In our view, RBI will continue to watch economic indicators to determine the trajectory of inflation and steps taken by the government to control fiscal deficit before deciding on rate cuts. Currently, the CPI (inflation), a measure of consumer prices, is approximately (at) 10 per cent.
If we have a poor monsoon this year, it could result in higher food prices, translating into higher inflation. Hence, most market participants don’t expect RBI to cut rates in July at this point. As far as other central banks are concerned, monetary policies continue to observe deteriorating growth in their respective economies and are repositioning themselves for a loose monetary policy.
The announcements after policy review also fell short of expectations. What more would you have liked?
In its forward guidance, RBI did not indicate future rate cuts. However, to manage the tight liquidity conditions, the central bank is expected to conduct a series of open market operations (OMOs).

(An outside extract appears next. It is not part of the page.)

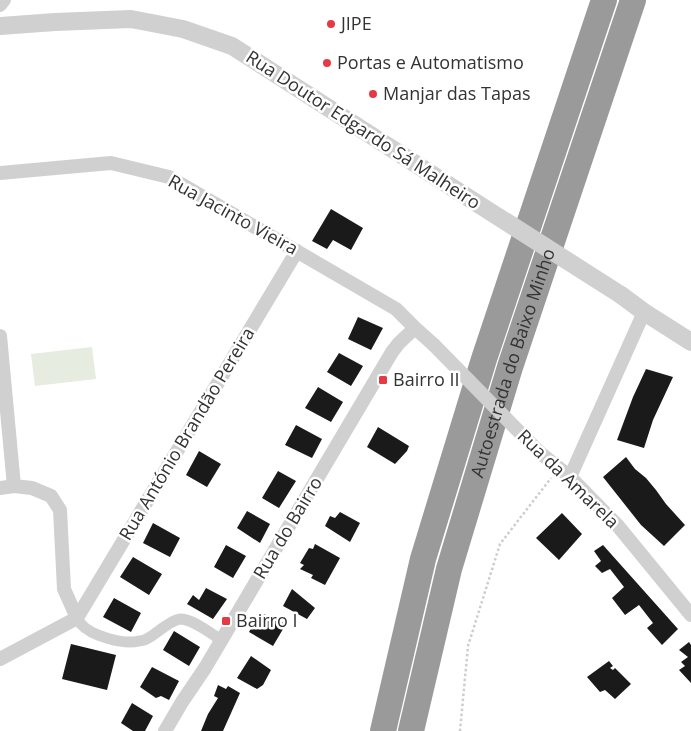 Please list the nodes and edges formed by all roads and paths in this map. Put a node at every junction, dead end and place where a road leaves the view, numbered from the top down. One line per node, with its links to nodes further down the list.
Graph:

We believe between now and the next policy meeting, ~60,000 crore worth of bonds will enter the market, which should increase bond yields. In the absence of OMOs, bond yields are expected to have an upward bias. Hence, announcements of OMOs are key to maintaining a positive sentiment in the market. We expect the new 10-year bond to trade between 8.15 - 8.25 per cent in the near term.
What is your outlook for bond yields of key countries in the Euro zone and the rupee? How do you see liquidity panning out in the near-to-medium term?
The bond yields of key countries in the Euro zone should remain range-bound and hinge on support of austerity measures and access to bailout funds. Although the rupee has depreciated year to date and continues to remain under pressure, we believe it will trade range-bound in the near-term and then stabilise.
At the rupee’s current level, the exchange rate appears to have priced in the high current account deficit, which has peaked and may gradually decline. The rupee is vulnerable to both inflows and outflows in the near term and may exhibit a heightened level of volatility in the current environment.
What are you advising your clients now? Is it a good time to invest in debt/fixed income?
Our advice to investors is to invest in fixed income products commensurate with their risk appetite. We believe the term structure of interest rates, both from the short and long-term perspective, make the fixed income asset class an attractive investment opportunity. Investors should analyse the credit quality of a portfolio to mitigate credit risk.